Hello. I’m David Spade.
Now, I would like to welcome you to Statistics 1: Linear Regression and Probability.
We’re going to begin this course with an introduction to statistics
basically just definitions of terms that are commonly used in statistics.
First of all, what is Statistics?
Well, statistics is simply stated the science of collecting data and analyzing variation of that data.
When we talk about data, what we mean is information pertaining to a group of individuals.
Individuals can be human, plants, inanimate objects, websites, all kinds of different things.
We have several different types of data.
Data can be numerical which means they have a numerical quantity as their measure.
Data can be categorical which means that the measurement on the individual
represents what category that individual falls into.
Regardless of the type of data, it needs to be presented in some sort of context.
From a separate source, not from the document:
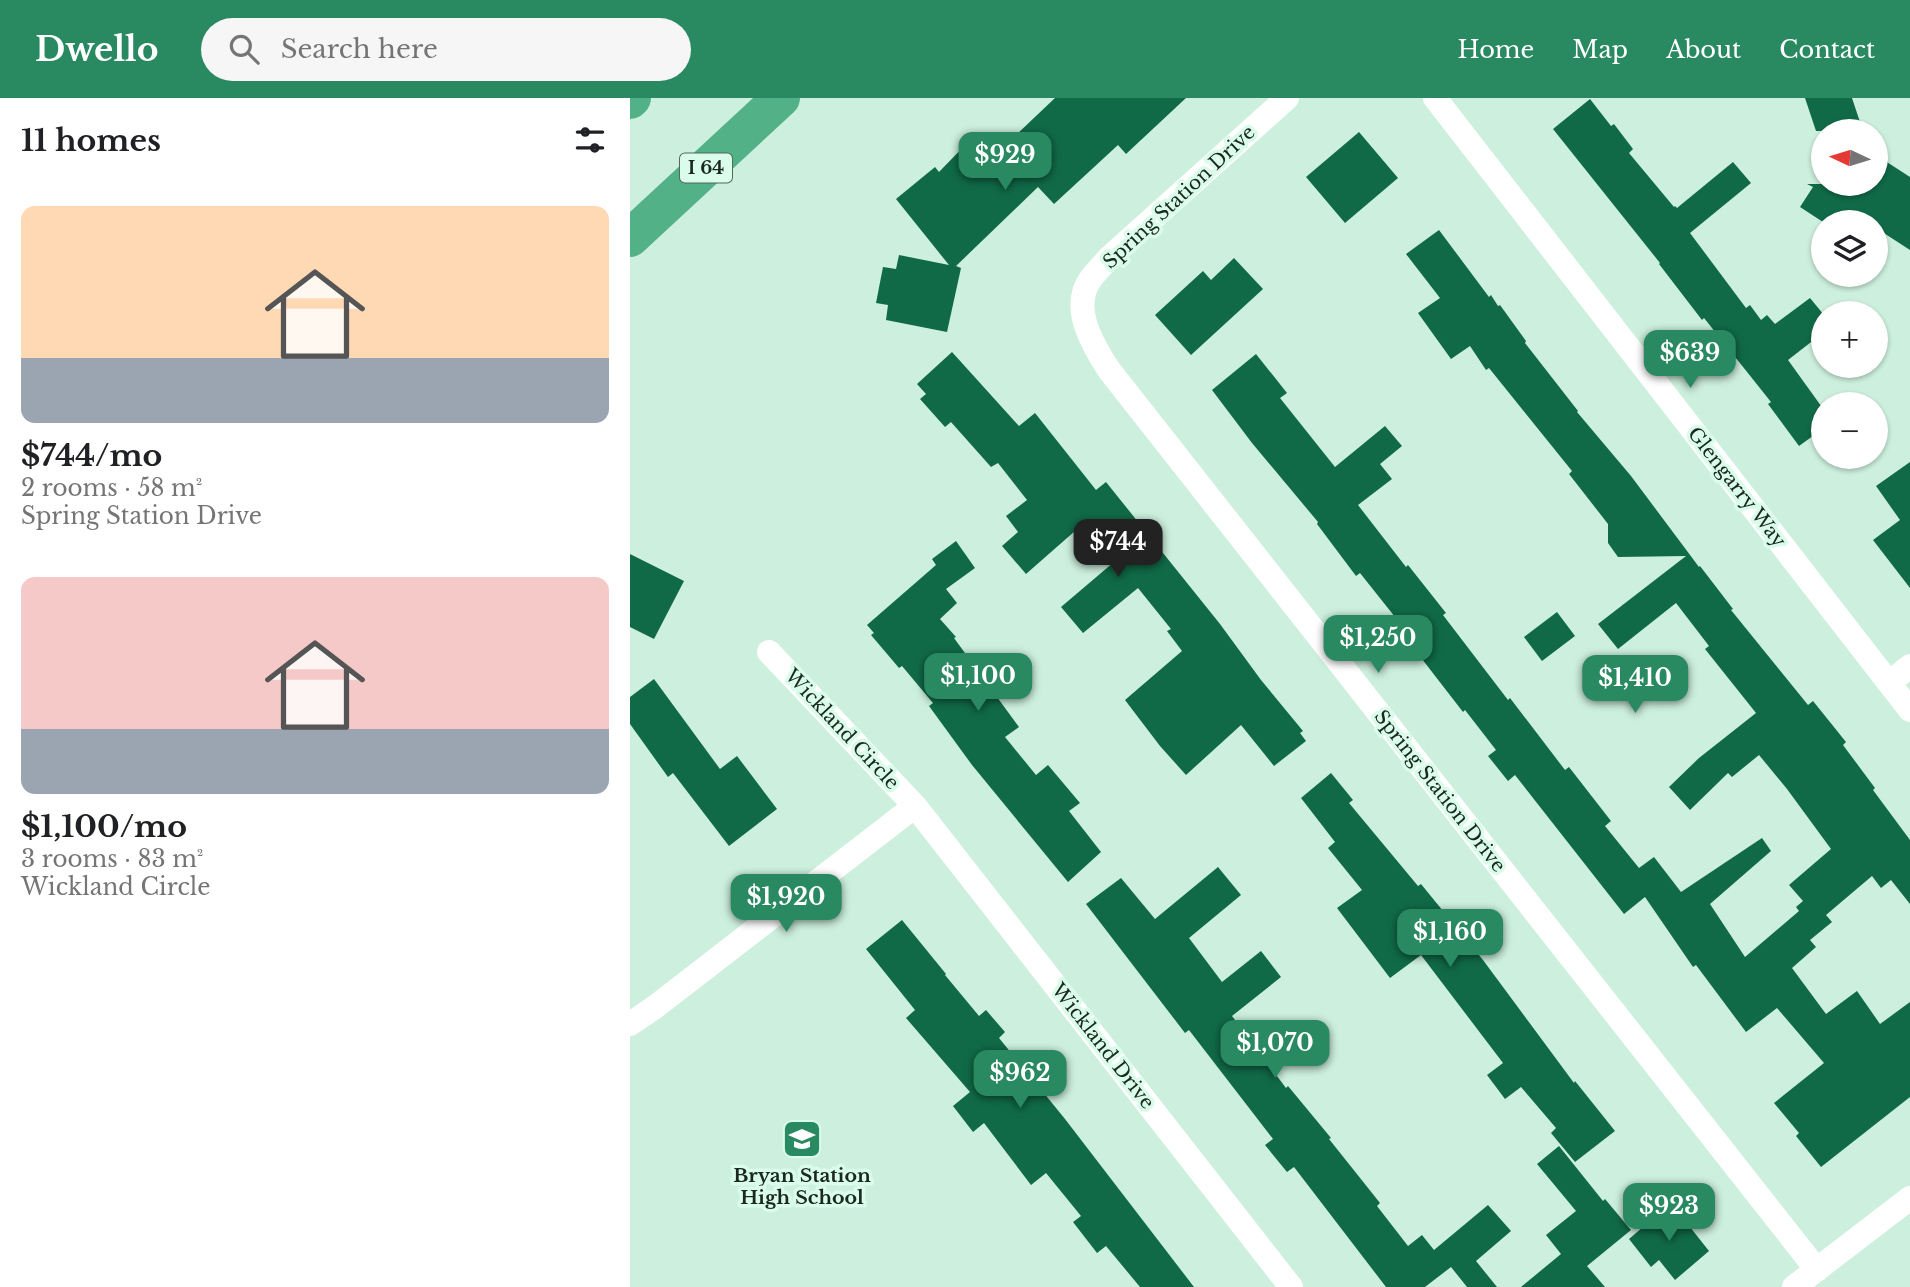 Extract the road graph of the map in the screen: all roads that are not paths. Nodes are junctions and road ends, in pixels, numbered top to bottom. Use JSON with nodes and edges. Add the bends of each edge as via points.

In statistics, we’re typically interested in entering 5 questions,
the 5 Ws: Who, What, When, Where, and Why.
We’re gonna focus on the who and what.
The who are the individuals on whom the data are collected.
Individuals who respond to a survey are called respondents,
people on whom experiments are conducted are known as subjects,
and animals, plants, websites, and inanimate objects, any other thing,
on which data are collected are known as experimental units.
These are all whos. These all answer the question of who?
The what simply refers to what is it that we’re measuring.
The what corresponds to the characteristics that we record about each individual.
These characteristics that we record are known as variables.
Often, the individuals and the corresponding variables are a sample from a larger population.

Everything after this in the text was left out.